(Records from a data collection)
--- START ---

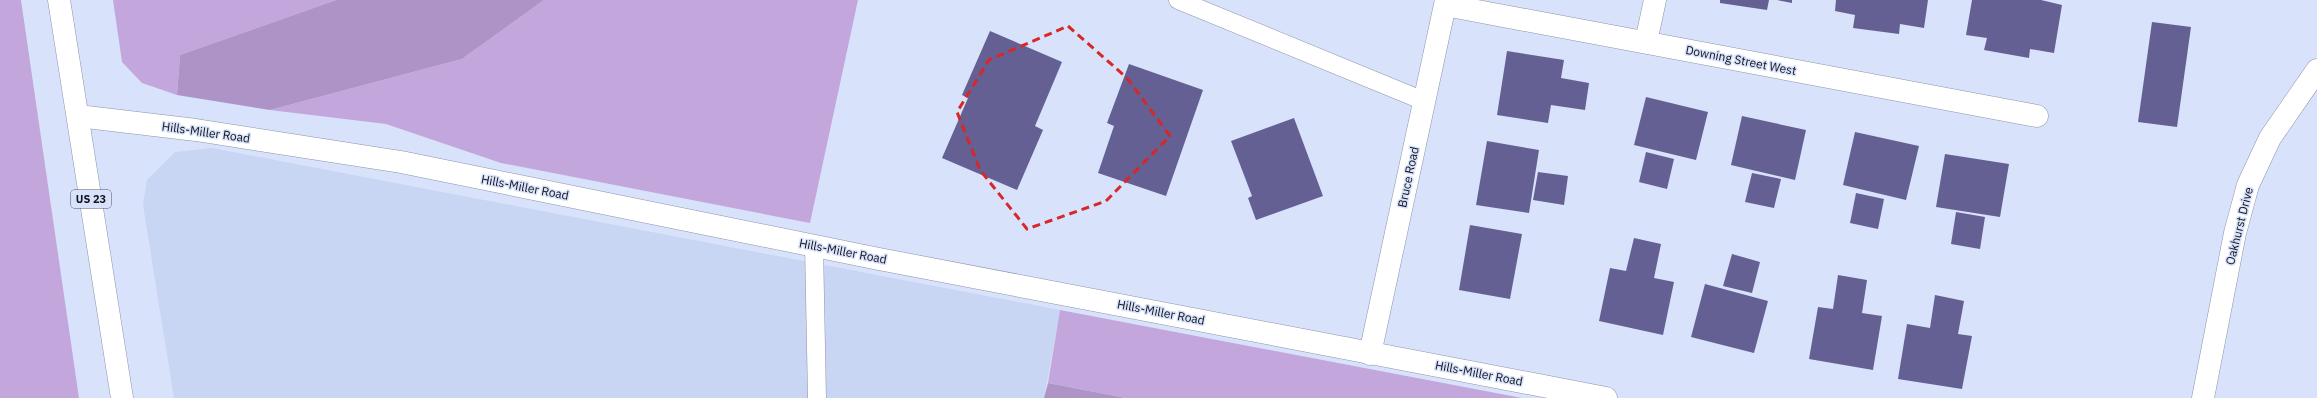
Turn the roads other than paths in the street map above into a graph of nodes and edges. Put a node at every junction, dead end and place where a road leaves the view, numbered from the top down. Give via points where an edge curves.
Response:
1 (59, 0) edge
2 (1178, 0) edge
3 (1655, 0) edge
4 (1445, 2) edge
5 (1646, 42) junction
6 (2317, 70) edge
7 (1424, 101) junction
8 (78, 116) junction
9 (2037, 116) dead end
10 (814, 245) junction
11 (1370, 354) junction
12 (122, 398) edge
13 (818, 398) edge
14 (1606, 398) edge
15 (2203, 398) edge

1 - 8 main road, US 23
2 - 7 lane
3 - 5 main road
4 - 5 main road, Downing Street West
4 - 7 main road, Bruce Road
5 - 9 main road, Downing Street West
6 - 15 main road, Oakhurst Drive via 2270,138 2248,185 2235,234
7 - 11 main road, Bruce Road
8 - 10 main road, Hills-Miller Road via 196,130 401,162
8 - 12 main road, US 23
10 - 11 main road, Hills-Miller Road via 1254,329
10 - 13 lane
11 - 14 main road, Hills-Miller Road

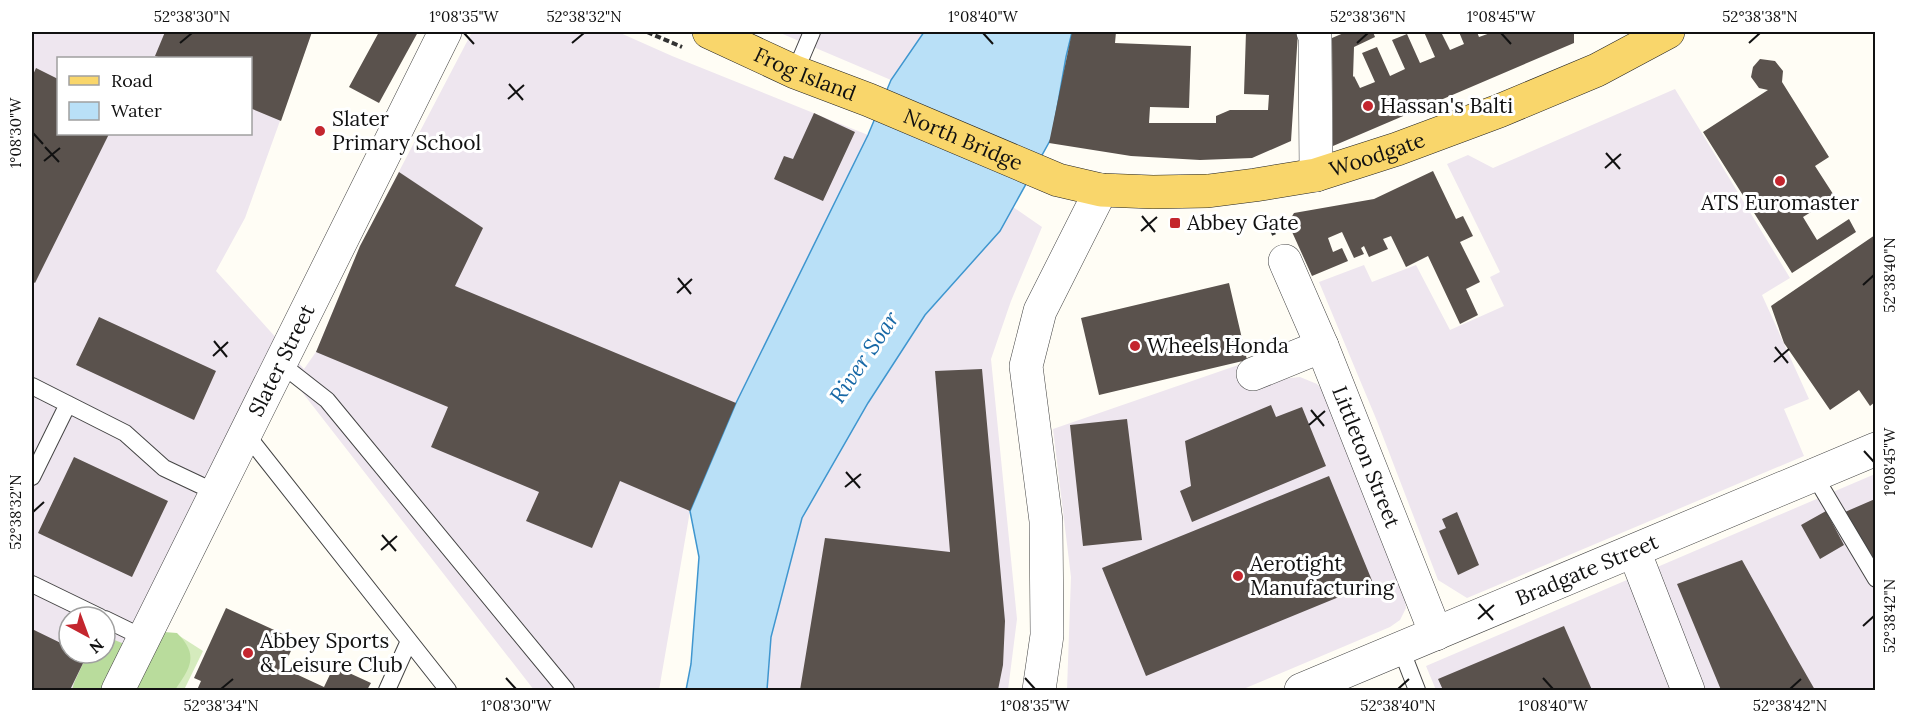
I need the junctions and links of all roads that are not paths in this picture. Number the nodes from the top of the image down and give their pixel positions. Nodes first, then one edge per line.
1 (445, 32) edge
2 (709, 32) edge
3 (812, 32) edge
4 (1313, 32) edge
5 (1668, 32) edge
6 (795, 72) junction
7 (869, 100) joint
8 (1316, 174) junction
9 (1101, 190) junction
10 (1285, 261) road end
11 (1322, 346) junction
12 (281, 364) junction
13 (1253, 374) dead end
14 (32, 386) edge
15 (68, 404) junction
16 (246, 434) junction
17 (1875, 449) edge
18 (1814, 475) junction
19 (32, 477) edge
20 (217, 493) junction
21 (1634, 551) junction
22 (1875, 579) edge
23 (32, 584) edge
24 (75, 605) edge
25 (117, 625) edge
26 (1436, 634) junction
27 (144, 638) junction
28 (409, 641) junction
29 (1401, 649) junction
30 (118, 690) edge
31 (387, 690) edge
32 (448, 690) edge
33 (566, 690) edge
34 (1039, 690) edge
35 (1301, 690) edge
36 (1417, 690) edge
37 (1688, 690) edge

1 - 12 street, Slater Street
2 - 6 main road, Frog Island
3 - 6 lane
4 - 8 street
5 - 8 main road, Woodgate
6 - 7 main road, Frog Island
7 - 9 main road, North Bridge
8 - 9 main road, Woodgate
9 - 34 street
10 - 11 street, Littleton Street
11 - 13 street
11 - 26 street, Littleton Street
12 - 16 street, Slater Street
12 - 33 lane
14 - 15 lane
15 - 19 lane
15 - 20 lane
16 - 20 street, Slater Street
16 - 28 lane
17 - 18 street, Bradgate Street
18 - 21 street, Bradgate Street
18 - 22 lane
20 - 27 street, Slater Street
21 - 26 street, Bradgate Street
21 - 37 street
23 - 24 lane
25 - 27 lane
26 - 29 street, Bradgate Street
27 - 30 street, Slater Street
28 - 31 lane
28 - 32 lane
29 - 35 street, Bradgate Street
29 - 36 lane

--- END ---

## TASK INSTRUCTIONS:
Gather up every line in the data above that contains the word "nodes", copying each one.

## WRITTEN ANSWER:
Turn the roads other than paths in the street map above into a graph of nodes and edges. Put a node at every junction, dead end and place where a road leaves the view, numbered from the top down. Give via points where an edge curves.
I need the junctions and links of all roads that are not paths in this picture. Number the nodes from the top of the image down and give their pixel positions. Nodes first, then one edge per line.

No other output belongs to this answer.